Magpie
DIS Legend
- Joined
- Oct 27, 2007
- Messages
- 10,615
So let's share some of our favorite Parenting Fails, and then let's embrace them as a badge of achievement, because they mean our kids are resilient enough to survive even OUR half-assed parenting.
Here's ONE of my Parenting Fails:
I let my son (now 13) watch the Fellowship of the Ring with us when he was five years old. The little tyke seemed to be enjoying the movie hugely until we got to the part at the inn where the Nazgul appear to murder the hobbits in their beds.
At which point we had to stop the movie and basically peel our hysterical child off the living room ceiling.
No nightmares, though... which I understand means I can't even claim it was an educational experience for the boy!

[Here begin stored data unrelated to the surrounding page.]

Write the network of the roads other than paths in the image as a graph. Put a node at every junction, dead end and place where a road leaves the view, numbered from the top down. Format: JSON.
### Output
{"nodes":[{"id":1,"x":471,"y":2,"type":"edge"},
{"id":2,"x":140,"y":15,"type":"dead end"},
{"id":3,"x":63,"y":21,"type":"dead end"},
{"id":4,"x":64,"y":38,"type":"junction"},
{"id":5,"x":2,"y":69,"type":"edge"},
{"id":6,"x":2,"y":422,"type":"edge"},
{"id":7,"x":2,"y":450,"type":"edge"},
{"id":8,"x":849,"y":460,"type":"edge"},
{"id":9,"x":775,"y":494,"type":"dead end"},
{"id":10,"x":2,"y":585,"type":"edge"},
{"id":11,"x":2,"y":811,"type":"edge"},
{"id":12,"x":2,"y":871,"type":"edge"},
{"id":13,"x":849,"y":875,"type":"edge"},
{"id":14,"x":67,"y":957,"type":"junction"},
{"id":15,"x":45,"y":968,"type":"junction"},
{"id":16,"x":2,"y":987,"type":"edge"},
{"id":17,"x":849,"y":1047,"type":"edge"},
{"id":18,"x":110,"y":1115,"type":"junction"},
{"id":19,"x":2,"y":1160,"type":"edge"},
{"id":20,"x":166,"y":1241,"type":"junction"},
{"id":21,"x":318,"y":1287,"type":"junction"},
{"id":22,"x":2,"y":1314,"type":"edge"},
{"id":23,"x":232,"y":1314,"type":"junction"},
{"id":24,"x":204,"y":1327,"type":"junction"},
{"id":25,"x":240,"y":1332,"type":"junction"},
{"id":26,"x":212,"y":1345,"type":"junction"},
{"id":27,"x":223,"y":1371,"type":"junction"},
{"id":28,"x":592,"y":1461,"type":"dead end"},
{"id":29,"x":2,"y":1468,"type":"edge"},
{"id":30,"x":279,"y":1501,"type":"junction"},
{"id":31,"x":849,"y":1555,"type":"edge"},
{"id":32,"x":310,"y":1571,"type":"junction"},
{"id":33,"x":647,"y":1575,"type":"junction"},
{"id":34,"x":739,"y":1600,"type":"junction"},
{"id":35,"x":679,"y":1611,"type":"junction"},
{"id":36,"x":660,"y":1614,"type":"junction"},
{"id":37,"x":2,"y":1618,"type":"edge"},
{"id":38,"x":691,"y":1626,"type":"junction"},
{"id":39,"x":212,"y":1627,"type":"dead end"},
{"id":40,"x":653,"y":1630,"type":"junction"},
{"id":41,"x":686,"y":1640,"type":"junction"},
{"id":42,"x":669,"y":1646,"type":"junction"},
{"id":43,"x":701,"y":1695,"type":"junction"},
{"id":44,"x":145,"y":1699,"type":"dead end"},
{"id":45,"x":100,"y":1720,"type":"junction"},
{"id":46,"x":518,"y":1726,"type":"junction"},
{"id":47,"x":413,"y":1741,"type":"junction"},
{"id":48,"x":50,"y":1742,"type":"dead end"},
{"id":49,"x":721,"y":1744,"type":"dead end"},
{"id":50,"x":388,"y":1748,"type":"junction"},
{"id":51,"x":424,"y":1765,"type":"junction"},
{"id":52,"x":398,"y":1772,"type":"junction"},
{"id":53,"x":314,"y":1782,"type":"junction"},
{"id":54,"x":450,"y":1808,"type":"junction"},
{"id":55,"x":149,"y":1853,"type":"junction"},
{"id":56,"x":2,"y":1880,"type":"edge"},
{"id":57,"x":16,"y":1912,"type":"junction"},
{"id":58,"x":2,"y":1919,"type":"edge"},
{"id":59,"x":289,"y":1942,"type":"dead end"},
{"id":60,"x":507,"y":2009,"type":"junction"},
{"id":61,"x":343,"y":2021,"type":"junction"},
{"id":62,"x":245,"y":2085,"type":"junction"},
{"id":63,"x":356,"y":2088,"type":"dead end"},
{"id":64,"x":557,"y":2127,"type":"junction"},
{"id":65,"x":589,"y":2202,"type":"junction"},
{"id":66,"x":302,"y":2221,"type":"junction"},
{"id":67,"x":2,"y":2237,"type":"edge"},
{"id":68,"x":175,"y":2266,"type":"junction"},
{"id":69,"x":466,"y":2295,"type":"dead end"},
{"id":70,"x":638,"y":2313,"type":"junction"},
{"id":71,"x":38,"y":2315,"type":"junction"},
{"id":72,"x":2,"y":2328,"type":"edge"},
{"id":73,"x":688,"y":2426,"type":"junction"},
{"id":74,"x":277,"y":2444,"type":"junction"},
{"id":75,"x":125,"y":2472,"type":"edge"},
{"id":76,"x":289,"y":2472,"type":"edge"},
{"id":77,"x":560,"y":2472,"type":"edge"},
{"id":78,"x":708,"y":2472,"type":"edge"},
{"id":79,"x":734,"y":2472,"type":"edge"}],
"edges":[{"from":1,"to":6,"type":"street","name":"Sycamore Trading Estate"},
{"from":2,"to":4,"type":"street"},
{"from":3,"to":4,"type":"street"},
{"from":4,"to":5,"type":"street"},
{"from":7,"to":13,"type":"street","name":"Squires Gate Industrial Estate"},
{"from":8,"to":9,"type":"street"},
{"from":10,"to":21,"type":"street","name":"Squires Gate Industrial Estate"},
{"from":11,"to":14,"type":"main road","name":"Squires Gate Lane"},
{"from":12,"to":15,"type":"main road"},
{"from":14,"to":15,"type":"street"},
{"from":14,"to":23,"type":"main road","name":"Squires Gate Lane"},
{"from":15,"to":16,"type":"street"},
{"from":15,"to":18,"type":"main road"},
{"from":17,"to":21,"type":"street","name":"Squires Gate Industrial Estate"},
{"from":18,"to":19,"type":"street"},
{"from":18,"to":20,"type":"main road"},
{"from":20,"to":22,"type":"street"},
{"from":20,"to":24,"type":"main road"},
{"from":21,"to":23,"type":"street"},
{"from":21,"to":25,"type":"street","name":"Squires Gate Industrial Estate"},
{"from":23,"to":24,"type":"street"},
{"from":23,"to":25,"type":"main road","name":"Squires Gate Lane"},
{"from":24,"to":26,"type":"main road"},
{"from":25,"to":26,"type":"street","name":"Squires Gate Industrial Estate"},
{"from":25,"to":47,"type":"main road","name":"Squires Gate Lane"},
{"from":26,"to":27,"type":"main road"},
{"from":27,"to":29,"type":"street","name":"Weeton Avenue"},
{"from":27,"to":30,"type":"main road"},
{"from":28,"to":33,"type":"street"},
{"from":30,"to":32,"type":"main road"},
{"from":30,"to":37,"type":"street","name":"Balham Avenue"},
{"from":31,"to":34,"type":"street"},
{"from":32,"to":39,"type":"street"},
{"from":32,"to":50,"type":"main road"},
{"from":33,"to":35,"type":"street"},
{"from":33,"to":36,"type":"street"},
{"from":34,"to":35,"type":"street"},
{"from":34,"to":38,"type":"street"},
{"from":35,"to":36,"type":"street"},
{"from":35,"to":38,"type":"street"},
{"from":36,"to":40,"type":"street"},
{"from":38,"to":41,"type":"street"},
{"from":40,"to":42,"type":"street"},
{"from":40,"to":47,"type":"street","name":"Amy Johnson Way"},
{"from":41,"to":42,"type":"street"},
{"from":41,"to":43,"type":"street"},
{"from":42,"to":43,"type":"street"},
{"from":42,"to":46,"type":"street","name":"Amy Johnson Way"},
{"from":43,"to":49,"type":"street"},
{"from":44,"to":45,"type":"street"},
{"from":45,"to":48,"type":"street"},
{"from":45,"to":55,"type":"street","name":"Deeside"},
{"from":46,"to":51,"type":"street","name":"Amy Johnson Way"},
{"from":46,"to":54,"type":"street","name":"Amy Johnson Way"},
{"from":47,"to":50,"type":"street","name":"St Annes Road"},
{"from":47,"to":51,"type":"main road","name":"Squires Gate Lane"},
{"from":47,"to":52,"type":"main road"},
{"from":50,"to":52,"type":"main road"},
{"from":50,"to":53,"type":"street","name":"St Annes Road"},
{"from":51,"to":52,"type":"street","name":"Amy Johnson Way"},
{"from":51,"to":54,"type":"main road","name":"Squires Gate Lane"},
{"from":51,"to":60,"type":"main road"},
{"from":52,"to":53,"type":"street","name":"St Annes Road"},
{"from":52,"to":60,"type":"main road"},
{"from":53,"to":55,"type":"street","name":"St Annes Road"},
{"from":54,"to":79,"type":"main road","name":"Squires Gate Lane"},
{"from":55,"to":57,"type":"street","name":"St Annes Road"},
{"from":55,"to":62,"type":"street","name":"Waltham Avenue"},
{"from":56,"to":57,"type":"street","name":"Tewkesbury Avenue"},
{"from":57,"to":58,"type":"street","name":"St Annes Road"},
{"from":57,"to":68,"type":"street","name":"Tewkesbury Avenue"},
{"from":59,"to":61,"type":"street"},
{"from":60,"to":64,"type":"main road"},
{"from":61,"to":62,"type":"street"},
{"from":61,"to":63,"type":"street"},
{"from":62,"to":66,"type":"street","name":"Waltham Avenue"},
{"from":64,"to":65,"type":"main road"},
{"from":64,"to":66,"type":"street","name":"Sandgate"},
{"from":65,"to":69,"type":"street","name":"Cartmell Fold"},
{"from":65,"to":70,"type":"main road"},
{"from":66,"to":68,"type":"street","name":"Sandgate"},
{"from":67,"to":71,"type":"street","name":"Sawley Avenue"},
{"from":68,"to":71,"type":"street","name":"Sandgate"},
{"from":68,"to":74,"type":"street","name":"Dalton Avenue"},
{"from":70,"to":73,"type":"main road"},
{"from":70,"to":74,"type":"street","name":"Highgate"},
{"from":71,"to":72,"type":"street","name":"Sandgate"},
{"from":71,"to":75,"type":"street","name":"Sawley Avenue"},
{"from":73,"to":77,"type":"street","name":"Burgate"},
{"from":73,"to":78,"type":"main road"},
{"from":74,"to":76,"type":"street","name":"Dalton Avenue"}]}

What's your favorite Parenting Fail? (If you don't have kids, your own parents' fails also count.)
Here's ONE of my Parenting Fails:
I let my son (now 13) watch the Fellowship of the Ring with us when he was five years old. The little tyke seemed to be enjoying the movie hugely until we got to the part at the inn where the Nazgul appear to murder the hobbits in their beds.
At which point we had to stop the movie and basically peel our hysterical child off the living room ceiling.
No nightmares, though... which I understand means I can't even claim it was an educational experience for the boy!

What's your favorite Parenting Fail? (If you don't have kids, your own parents' fails also count.)
I suck.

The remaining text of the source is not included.